XVII. Caer Dhu

The next few hours were an eternity of unbearable tension for Carse.

He demanded an apartment for himself, on the ground that he must have privacy to draw his plans. And there he paced up and down in a fine state of nerves, looking most ungodlike.

It seemed that he had succeeded. The Dhuvian had accepted him. Perhaps, he thought, the Serpent folk after all lacked the astoundingly developed extra-sensory powers of the Swimmers and the winged men.

It appeared that all he had to do now was to wait for the Dhuvian to return with the weapons, load them aboard his ship and go away. He could do that, for no one would dare to question the plans of Rhiannon and he had time also. The Sea Kings’ fleet was standing off, waiting for all its force to come up. There would be no attack before dawn, none at all if he succeeded.

But some raw primitive nerve twitched to the sense of danger and Carse was oppressed by a foreboding fear.

He sent for Boghaz on the pretext of giving orders concerning the galley. His real reason was that he could not bear to be alone. The fat thief was jubilant when he heard the news.
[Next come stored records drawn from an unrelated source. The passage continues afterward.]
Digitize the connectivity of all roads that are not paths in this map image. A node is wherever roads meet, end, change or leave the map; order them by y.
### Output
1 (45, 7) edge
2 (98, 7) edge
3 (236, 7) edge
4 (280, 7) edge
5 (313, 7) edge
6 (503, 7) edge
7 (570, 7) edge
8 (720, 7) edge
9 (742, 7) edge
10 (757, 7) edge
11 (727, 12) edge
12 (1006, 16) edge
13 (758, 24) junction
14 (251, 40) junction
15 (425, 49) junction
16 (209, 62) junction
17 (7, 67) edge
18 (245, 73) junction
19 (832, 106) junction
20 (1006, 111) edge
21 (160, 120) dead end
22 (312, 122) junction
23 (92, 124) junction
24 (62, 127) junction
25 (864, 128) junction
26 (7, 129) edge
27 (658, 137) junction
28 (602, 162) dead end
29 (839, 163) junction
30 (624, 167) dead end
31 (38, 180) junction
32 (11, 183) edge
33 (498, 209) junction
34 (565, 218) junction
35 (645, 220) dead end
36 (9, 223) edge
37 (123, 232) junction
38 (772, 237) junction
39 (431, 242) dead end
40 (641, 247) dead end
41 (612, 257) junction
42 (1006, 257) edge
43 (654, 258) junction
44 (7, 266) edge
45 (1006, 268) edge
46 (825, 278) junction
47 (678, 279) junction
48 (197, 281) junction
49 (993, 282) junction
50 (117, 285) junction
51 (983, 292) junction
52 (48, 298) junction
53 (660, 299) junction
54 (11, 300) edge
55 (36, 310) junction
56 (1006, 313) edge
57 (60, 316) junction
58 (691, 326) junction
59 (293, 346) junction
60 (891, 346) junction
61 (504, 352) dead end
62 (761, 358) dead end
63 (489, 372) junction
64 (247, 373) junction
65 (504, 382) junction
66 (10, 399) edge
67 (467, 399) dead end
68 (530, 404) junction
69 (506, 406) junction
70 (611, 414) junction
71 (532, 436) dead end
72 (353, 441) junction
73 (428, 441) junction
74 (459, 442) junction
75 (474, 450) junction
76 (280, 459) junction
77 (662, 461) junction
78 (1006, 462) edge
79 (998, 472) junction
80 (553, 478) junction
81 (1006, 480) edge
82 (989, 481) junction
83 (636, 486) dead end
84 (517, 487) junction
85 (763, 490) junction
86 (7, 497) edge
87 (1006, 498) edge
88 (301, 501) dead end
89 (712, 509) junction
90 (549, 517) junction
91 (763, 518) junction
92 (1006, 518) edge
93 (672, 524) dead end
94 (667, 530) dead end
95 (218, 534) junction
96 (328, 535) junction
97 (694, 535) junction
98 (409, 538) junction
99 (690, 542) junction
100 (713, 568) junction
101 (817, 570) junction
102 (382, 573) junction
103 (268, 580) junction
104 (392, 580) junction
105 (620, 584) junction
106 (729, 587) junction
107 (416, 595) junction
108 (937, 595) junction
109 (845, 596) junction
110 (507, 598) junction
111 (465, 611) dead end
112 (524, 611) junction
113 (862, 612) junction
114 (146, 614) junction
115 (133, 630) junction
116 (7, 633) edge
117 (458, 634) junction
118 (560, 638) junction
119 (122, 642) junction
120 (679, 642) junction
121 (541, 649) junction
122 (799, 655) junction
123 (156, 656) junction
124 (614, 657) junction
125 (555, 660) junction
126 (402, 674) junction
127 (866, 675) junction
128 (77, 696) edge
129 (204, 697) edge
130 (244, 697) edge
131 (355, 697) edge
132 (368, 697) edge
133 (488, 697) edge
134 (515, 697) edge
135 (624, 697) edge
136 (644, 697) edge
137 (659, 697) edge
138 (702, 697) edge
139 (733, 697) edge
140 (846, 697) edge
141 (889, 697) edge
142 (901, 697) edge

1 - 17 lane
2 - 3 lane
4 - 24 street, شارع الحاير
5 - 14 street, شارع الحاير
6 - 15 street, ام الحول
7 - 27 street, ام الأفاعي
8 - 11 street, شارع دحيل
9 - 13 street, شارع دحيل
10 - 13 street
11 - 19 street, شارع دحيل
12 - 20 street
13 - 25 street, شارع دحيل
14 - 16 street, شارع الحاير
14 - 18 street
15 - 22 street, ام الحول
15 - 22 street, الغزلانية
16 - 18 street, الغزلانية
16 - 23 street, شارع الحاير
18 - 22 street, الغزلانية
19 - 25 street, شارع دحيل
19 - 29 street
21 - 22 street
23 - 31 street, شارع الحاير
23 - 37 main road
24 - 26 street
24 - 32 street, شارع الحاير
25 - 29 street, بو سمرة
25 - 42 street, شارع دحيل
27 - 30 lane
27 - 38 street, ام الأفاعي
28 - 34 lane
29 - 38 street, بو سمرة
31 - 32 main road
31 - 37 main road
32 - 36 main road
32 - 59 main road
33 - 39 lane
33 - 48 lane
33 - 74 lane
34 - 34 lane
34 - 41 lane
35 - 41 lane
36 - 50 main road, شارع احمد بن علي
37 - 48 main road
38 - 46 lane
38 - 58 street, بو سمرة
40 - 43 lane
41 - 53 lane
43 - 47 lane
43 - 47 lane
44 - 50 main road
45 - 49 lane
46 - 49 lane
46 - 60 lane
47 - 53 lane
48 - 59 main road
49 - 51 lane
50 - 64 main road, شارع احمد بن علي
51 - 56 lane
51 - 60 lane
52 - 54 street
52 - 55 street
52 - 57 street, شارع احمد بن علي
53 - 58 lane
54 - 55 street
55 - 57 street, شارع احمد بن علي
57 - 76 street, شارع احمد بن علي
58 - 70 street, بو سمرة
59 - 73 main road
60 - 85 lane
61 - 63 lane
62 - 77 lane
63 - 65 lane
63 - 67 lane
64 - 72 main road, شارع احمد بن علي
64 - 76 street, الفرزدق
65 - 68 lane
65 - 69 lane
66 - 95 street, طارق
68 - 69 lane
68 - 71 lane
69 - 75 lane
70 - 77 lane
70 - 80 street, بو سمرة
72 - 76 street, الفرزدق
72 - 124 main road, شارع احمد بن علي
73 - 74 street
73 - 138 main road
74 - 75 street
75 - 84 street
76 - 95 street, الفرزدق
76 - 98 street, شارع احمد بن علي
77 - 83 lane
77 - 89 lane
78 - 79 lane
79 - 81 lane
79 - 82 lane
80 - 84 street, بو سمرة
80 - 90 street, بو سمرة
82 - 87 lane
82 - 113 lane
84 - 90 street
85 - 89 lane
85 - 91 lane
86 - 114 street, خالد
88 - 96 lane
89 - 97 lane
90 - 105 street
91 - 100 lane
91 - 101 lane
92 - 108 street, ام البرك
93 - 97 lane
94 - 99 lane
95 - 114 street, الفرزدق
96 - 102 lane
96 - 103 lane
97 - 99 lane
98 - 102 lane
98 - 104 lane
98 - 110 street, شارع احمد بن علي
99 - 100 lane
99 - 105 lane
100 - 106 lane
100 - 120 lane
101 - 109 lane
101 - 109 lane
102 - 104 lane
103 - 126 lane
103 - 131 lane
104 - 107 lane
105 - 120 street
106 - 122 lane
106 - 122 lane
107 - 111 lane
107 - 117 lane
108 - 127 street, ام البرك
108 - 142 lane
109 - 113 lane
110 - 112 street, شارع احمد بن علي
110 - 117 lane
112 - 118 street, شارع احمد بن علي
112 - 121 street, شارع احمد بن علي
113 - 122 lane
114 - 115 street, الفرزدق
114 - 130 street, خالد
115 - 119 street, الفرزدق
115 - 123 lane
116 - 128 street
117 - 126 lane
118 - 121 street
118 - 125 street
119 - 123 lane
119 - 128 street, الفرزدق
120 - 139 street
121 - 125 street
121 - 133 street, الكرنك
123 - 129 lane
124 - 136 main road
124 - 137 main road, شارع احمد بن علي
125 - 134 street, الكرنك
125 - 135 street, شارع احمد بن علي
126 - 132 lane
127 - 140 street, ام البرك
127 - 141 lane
“You have brought it off,” he chuckled, nibbing his hands together in delight, “I have always said, Carse, that sheer gall would carry a man through anything. I, Boghaz, could not have done better.”

Carse said dourly, “I hope you’re right.”

Boghaz gave him a sidelong glance. “Carse—”

“Yes?”

“What of the Cursed One himself?”

“Nothing. Not a sign. It worries me, Boghaz. I have the feeling that he’s waiting.”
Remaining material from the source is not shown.